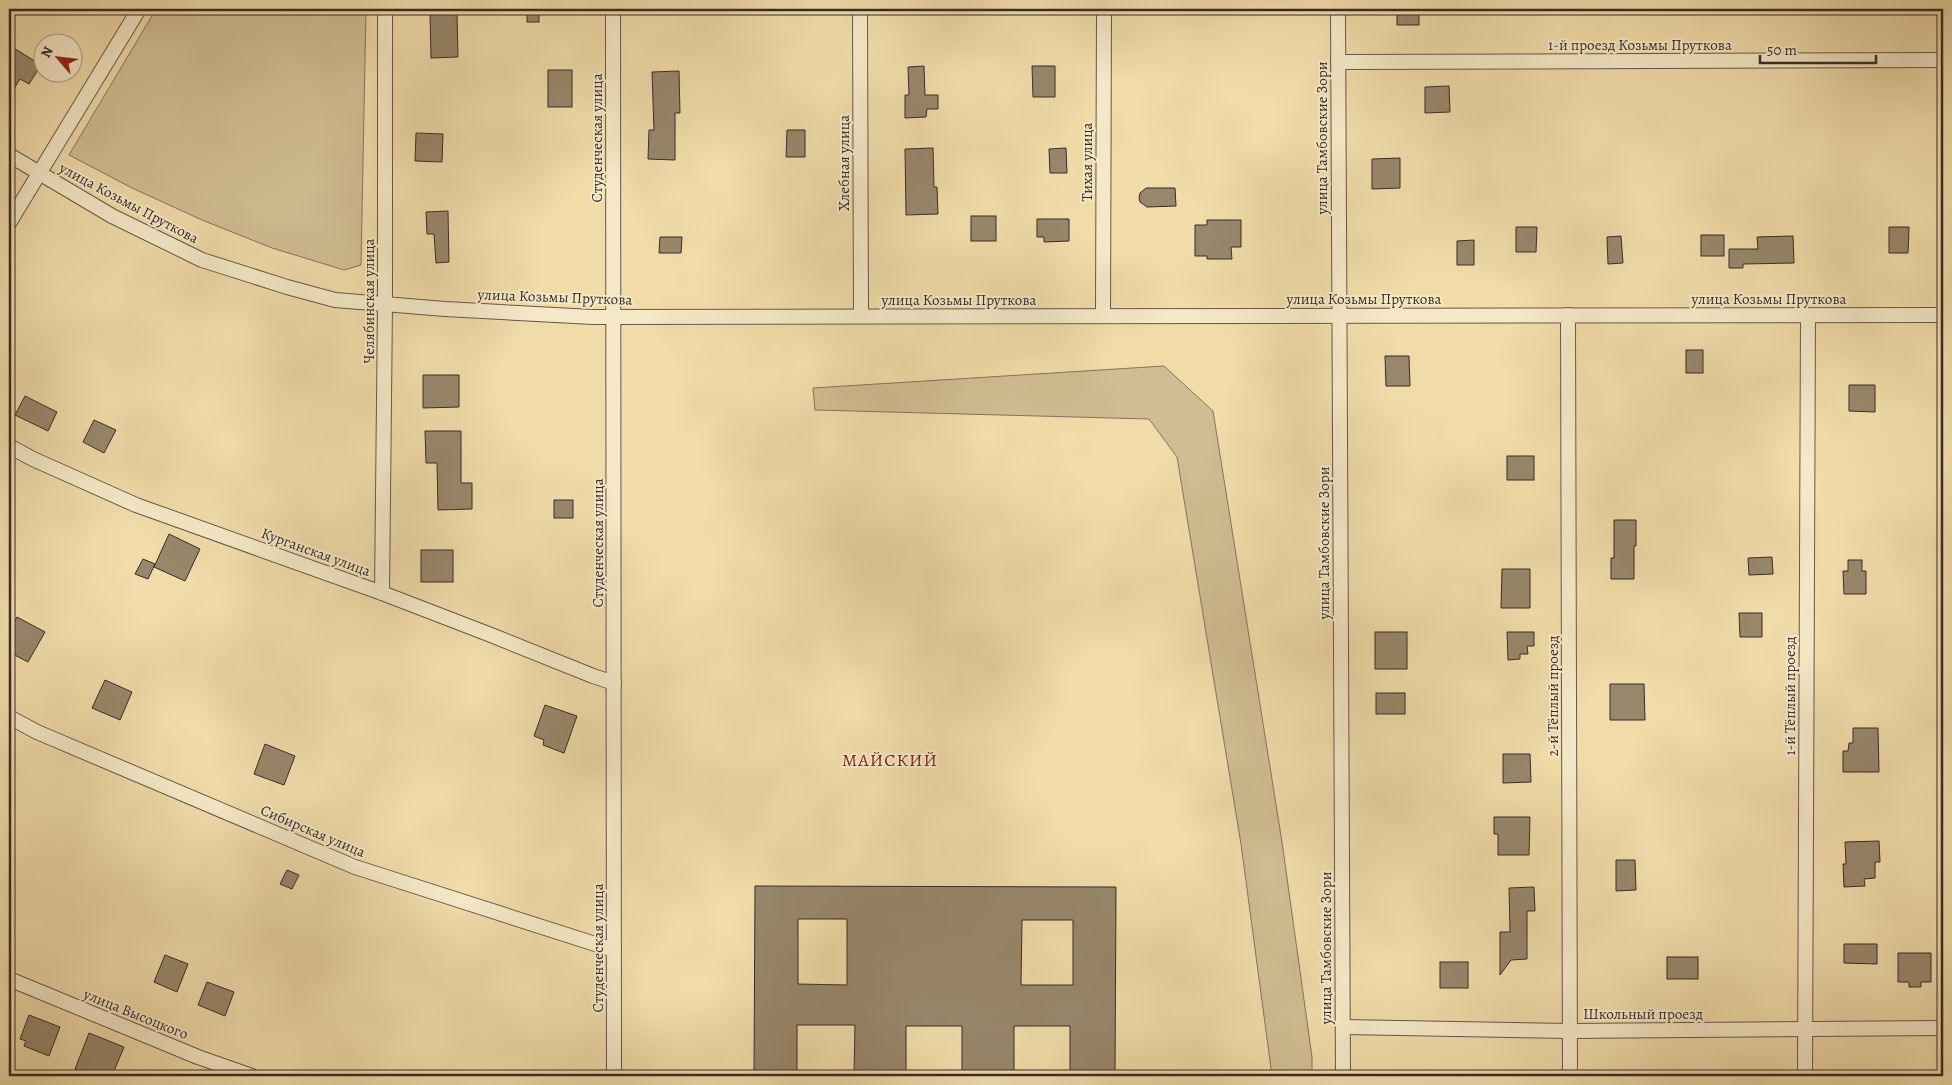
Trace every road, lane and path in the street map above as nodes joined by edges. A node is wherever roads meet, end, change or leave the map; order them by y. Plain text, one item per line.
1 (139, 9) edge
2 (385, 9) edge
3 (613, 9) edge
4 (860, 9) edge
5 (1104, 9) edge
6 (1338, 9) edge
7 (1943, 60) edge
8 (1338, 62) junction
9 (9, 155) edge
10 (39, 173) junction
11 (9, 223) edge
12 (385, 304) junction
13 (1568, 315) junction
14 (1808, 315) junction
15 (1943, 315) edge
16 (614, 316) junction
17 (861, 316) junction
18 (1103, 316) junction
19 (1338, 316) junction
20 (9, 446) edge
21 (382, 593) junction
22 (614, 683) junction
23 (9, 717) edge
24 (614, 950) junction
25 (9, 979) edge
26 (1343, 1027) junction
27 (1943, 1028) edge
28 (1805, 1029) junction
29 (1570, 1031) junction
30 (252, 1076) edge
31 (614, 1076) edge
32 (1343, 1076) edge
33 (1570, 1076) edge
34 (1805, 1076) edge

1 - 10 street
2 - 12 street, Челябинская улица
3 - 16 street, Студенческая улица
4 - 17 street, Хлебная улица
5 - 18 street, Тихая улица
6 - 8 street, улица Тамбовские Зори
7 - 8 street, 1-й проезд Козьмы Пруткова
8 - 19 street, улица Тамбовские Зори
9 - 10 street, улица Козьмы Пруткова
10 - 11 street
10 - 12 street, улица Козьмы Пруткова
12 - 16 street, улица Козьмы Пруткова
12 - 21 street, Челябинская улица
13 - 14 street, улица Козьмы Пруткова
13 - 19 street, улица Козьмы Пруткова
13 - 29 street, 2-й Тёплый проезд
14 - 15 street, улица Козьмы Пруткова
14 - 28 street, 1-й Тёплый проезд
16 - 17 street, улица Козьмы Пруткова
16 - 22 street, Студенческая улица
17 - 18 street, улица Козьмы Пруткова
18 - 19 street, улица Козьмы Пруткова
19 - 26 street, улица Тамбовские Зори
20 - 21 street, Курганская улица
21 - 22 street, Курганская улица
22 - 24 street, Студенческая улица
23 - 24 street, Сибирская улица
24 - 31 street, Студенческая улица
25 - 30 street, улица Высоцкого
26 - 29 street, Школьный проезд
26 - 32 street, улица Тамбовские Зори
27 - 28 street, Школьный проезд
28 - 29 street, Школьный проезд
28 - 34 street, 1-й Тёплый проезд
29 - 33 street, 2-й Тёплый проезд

+--

What to work on: Each line above that contains "Зори" must be copied out.

Answer space:
6 - 8 street, улица Тамбовские Зори
8 - 19 street, улица Тамбовские Зори
19 - 26 street, улица Тамбовские Зори
26 - 32 street, улица Тамбовские Зори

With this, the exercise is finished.